**WHAT IS BEING ASKED**
Take from the material every line that contains the word "inset".

-.-.-

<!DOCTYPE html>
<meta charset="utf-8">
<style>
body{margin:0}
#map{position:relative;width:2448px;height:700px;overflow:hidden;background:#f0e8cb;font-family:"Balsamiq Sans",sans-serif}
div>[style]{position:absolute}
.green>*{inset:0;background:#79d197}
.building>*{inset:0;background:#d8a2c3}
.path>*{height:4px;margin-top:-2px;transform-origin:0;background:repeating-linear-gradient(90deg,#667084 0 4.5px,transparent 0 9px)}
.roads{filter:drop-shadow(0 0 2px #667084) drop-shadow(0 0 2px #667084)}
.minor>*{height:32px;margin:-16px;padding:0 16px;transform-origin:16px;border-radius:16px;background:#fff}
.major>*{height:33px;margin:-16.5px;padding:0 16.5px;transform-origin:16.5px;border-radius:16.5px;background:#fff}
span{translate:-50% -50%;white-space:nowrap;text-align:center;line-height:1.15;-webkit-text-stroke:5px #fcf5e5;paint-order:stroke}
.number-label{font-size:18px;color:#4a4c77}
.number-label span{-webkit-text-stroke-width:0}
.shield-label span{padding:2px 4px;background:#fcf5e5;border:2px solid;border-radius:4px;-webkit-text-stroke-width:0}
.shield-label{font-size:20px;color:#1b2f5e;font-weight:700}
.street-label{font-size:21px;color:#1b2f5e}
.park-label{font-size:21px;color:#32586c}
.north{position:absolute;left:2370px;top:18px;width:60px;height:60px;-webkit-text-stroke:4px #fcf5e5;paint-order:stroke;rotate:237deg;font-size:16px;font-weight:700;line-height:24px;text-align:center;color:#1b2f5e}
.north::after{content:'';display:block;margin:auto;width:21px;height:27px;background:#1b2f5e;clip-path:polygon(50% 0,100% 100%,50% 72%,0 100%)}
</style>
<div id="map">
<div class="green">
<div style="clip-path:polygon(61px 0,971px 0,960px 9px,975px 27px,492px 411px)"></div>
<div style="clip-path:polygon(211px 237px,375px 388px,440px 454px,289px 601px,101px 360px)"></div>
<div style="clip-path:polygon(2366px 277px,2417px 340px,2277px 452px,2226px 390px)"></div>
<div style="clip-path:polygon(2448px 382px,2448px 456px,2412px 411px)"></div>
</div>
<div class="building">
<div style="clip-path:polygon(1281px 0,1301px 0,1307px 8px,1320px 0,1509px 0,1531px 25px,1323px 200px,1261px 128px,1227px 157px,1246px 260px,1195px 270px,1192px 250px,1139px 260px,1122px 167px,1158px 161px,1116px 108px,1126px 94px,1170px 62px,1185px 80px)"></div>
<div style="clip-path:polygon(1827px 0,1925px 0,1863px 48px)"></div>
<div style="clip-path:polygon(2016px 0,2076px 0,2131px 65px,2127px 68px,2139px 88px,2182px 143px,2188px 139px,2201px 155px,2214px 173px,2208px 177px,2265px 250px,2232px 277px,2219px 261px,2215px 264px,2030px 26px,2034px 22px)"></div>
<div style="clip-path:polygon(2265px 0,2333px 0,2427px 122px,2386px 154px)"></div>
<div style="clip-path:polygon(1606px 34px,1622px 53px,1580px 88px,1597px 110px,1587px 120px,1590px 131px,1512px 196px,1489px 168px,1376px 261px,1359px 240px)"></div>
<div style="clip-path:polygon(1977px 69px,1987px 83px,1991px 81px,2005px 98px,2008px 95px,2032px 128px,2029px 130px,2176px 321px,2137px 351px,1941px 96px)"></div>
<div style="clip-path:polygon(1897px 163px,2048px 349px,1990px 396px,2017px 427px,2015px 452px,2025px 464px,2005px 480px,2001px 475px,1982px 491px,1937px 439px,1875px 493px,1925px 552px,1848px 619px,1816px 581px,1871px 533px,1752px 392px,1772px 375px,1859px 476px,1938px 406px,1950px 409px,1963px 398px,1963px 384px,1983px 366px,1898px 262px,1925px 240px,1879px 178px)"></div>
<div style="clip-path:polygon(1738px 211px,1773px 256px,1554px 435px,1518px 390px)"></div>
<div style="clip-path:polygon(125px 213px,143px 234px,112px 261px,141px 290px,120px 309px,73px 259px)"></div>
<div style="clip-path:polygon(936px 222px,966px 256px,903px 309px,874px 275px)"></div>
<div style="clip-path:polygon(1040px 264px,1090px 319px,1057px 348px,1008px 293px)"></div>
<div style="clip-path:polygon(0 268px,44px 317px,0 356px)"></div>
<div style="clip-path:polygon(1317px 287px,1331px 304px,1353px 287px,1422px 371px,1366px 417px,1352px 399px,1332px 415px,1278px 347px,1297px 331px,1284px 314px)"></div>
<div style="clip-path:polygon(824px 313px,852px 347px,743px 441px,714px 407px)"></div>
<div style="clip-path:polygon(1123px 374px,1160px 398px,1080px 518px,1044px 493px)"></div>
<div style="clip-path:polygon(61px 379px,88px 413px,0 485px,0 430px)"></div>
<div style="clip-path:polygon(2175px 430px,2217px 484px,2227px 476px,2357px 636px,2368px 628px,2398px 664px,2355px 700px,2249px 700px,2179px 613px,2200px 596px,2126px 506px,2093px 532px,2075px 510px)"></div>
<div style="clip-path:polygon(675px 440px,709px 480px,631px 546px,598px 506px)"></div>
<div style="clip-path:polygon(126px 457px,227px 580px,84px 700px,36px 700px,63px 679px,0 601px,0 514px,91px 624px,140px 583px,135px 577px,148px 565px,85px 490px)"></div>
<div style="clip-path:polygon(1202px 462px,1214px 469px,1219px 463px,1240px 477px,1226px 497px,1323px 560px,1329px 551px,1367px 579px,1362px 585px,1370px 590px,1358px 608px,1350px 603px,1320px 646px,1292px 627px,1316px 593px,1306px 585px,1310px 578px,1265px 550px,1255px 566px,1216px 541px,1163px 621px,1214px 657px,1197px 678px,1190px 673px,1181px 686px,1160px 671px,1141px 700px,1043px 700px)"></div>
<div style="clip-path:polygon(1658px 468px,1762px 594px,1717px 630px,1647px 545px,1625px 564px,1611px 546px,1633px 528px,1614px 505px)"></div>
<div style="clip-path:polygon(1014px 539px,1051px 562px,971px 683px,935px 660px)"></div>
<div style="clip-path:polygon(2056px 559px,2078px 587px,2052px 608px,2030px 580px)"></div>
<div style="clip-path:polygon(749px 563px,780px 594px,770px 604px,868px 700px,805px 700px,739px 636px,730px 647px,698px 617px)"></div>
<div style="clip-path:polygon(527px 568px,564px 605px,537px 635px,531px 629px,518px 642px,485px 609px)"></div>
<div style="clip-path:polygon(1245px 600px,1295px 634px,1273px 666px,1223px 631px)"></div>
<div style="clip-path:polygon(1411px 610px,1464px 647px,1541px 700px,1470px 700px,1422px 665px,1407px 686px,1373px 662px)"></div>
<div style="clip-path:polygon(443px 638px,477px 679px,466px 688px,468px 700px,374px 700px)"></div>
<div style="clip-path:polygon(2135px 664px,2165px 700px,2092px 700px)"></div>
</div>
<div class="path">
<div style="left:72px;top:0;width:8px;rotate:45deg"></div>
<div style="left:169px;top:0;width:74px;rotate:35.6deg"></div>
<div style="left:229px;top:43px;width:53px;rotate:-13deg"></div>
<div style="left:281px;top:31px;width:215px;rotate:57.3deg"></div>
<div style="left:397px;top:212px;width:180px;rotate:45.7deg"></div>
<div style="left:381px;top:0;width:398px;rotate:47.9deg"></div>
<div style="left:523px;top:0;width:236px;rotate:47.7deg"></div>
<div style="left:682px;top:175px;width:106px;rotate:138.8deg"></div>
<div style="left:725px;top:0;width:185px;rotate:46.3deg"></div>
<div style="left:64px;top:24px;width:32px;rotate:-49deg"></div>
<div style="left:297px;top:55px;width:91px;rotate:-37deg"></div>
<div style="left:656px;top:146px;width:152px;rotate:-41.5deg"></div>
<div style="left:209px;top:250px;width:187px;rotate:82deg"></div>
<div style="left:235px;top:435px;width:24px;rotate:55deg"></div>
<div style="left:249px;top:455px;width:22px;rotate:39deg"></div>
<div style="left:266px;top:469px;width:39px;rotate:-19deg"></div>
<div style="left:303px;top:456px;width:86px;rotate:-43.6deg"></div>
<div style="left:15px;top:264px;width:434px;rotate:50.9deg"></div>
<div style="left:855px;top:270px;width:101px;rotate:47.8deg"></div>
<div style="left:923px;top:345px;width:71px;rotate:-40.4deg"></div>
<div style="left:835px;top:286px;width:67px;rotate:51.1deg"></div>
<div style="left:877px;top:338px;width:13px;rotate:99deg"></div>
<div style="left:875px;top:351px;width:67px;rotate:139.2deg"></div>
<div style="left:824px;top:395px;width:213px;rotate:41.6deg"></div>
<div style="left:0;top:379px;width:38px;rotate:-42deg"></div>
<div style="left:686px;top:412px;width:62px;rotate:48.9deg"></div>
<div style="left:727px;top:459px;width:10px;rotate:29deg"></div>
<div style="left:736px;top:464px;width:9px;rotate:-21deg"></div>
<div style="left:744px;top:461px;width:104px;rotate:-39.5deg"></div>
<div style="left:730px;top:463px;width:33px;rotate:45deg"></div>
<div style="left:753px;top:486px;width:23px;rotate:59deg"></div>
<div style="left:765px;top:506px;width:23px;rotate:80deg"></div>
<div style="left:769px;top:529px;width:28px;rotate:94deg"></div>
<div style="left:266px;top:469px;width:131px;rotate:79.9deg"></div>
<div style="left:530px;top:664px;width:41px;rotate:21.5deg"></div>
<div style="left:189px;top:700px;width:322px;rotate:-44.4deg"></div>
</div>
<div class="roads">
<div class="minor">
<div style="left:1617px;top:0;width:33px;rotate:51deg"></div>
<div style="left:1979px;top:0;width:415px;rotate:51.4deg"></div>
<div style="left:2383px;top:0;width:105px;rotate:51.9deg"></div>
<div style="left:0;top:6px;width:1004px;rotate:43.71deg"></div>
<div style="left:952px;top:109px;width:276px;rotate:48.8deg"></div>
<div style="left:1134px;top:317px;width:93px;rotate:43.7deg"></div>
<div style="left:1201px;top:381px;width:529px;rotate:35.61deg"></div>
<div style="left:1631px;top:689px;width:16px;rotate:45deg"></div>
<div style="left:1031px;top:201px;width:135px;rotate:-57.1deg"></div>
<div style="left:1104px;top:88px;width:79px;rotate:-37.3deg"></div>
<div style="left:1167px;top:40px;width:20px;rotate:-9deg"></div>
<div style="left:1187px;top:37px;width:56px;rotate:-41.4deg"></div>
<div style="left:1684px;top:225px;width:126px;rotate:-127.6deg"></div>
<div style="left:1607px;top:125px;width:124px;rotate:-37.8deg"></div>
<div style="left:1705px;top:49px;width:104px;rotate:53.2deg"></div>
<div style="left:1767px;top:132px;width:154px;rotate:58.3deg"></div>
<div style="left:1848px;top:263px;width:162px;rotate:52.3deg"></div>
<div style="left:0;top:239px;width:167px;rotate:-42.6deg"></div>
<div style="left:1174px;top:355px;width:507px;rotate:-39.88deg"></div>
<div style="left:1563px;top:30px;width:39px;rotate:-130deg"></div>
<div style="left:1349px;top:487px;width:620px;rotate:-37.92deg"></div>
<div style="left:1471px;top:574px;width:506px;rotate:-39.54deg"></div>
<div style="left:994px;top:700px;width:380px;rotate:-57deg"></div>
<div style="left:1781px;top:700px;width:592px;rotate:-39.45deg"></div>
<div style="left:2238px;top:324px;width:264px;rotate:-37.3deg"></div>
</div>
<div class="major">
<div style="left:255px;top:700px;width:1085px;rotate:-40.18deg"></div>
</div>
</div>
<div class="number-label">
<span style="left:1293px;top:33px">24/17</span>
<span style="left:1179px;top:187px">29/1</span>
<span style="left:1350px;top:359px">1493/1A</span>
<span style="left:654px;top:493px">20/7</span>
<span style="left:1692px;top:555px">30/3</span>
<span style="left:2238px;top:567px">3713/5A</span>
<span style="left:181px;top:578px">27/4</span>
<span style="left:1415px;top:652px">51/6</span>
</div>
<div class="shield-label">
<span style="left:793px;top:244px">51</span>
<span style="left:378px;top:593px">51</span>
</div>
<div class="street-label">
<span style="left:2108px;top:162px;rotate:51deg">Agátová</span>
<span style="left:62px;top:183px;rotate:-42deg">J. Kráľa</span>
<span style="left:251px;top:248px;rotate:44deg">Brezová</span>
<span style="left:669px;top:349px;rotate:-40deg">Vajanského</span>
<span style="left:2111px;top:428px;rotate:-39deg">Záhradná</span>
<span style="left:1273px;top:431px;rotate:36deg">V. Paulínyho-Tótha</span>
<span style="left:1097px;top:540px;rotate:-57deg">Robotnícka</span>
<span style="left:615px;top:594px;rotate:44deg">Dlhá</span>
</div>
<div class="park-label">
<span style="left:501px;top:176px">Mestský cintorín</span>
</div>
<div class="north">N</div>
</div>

-.-.-

**EXERCISE SOLUTION**
.green>*{inset:0;background:#79d197}
.building>*{inset:0;background:#d8a2c3}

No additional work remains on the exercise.